╭──
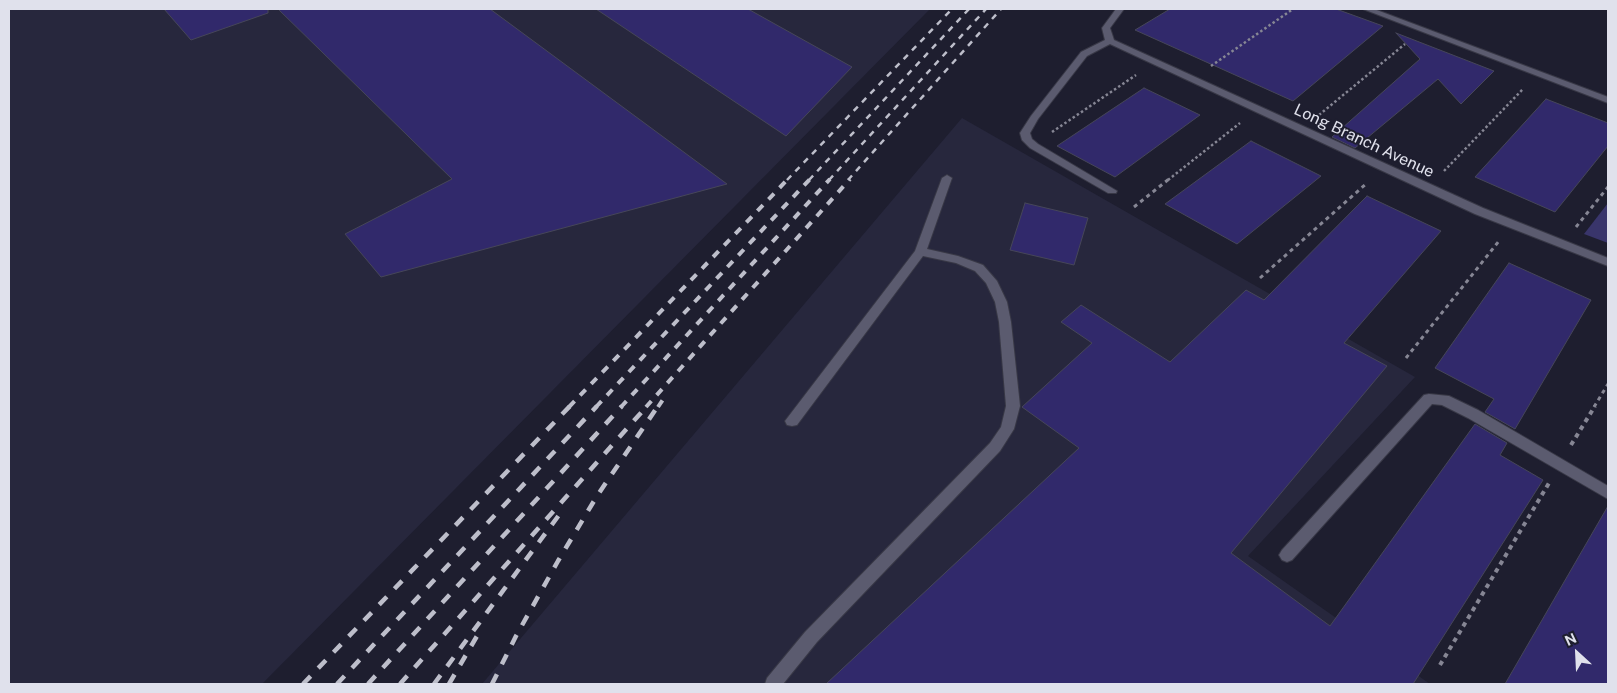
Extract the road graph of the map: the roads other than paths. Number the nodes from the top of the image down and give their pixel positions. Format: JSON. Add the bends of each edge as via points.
{"nodes":[{"id":1,"x":1120,"y":9,"type":"edge"},
{"id":2,"x":1367,"y":9,"type":"edge"},
{"id":3,"x":1110,"y":41,"type":"junction"},
{"id":4,"x":1608,"y":100,"type":"edge"},
{"id":5,"x":947,"y":178,"type":"dead end"},
{"id":6,"x":1112,"y":191,"type":"dead end"},
{"id":7,"x":920,"y":252,"type":"junction"},
{"id":8,"x":1608,"y":262,"type":"edge"},
{"id":9,"x":792,"y":421,"type":"dead end"},
{"id":10,"x":1608,"y":493,"type":"edge"},
{"id":11,"x":1288,"y":555,"type":"dead end"},
{"id":12,"x":773,"y":684,"type":"edge"}],
"edges":[{"from":1,"to":3,"type":"street","via":[[1106,28]]},
{"from":2,"to":4,"type":"street"},
{"from":3,"to":6,"type":"street","via":[[1084,54],[1025,133],[1032,145]]},
{"from":3,"to":8,"type":"street","name":"Long Branch Avenue","via":[[1479,211]]},
{"from":5,"to":7,"type":"street"},
{"from":7,"to":9,"type":"street"},
{"from":7,"to":12,"type":"street","via":[[979,268],[991,281],[1002,302],[1013,406],[1007,429],[995,447],[811,637]]},
{"from":10,"to":11,"type":"street","via":[[1473,414],[1444,400],[1429,399]]}]}
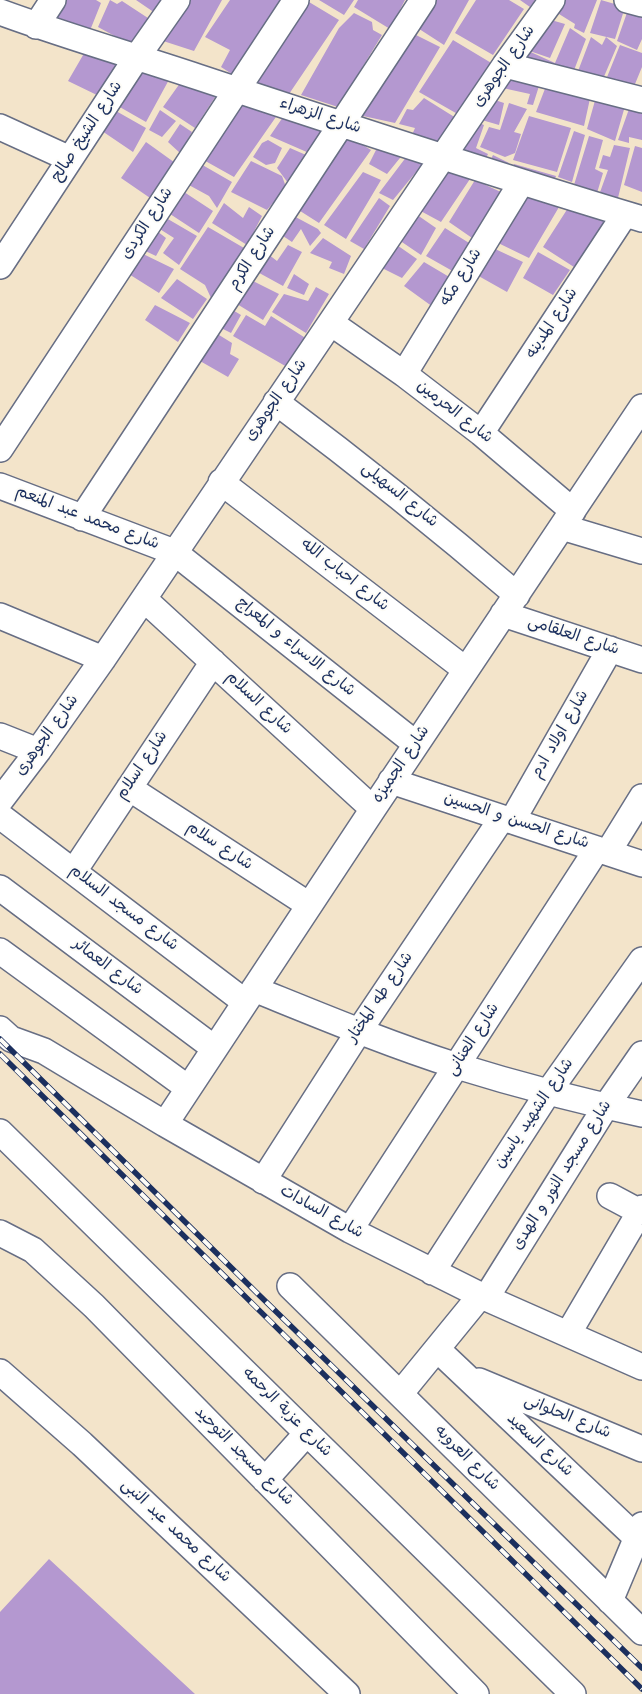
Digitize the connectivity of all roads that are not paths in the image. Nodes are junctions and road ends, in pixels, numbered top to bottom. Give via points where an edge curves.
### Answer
╰──
● **REQUIREMENT**: Transcribe the records word for word and include no pictures.

● **SOLVED EXERCISE**:
Extract the road graph of the map: the roads other than paths. Number the nodes from the top of the image down and give their pixel positions. Format: JSON. Add the bends of each edge as via points.
{"nodes":[{"id":1,"x":1120,"y":9,"type":"edge"},
{"id":2,"x":1367,"y":9,"type":"edge"},
{"id":3,"x":1110,"y":41,"type":"junction"},
{"id":4,"x":1608,"y":100,"type":"edge"},
{"id":5,"x":947,"y":178,"type":"dead end"},
{"id":6,"x":1112,"y":191,"type":"dead end"},
{"id":7,"x":920,"y":252,"type":"junction"},
{"id":8,"x":1608,"y":262,"type":"edge"},
{"id":9,"x":792,"y":421,"type":"dead end"},
{"id":10,"x":1608,"y":493,"type":"edge"},
{"id":11,"x":1288,"y":555,"type":"dead end"},
{"id":12,"x":773,"y":684,"type":"edge"}],
"edges":[{"from":1,"to":3,"type":"street","via":[[1106,28]]},
{"from":2,"to":4,"type":"street"},
{"from":3,"to":6,"type":"street","via":[[1084,54],[1025,133],[1032,145]]},
{"from":3,"to":8,"type":"street","name":"Long Branch Avenue","via":[[1479,211]]},
{"from":5,"to":7,"type":"street"},
{"from":7,"to":9,"type":"street"},
{"from":7,"to":12,"type":"street","via":[[979,268],[991,281],[1002,302],[1013,406],[1007,429],[995,447],[811,637]]},
{"from":10,"to":11,"type":"street","via":[[1473,414],[1444,400],[1429,399]]}]}
Digitize the connectivity of all roads that are not paths in the image. Nodes are junctions and road ends, in pixels, numbered top to bottom. Give via points where an edge curves.
### Answer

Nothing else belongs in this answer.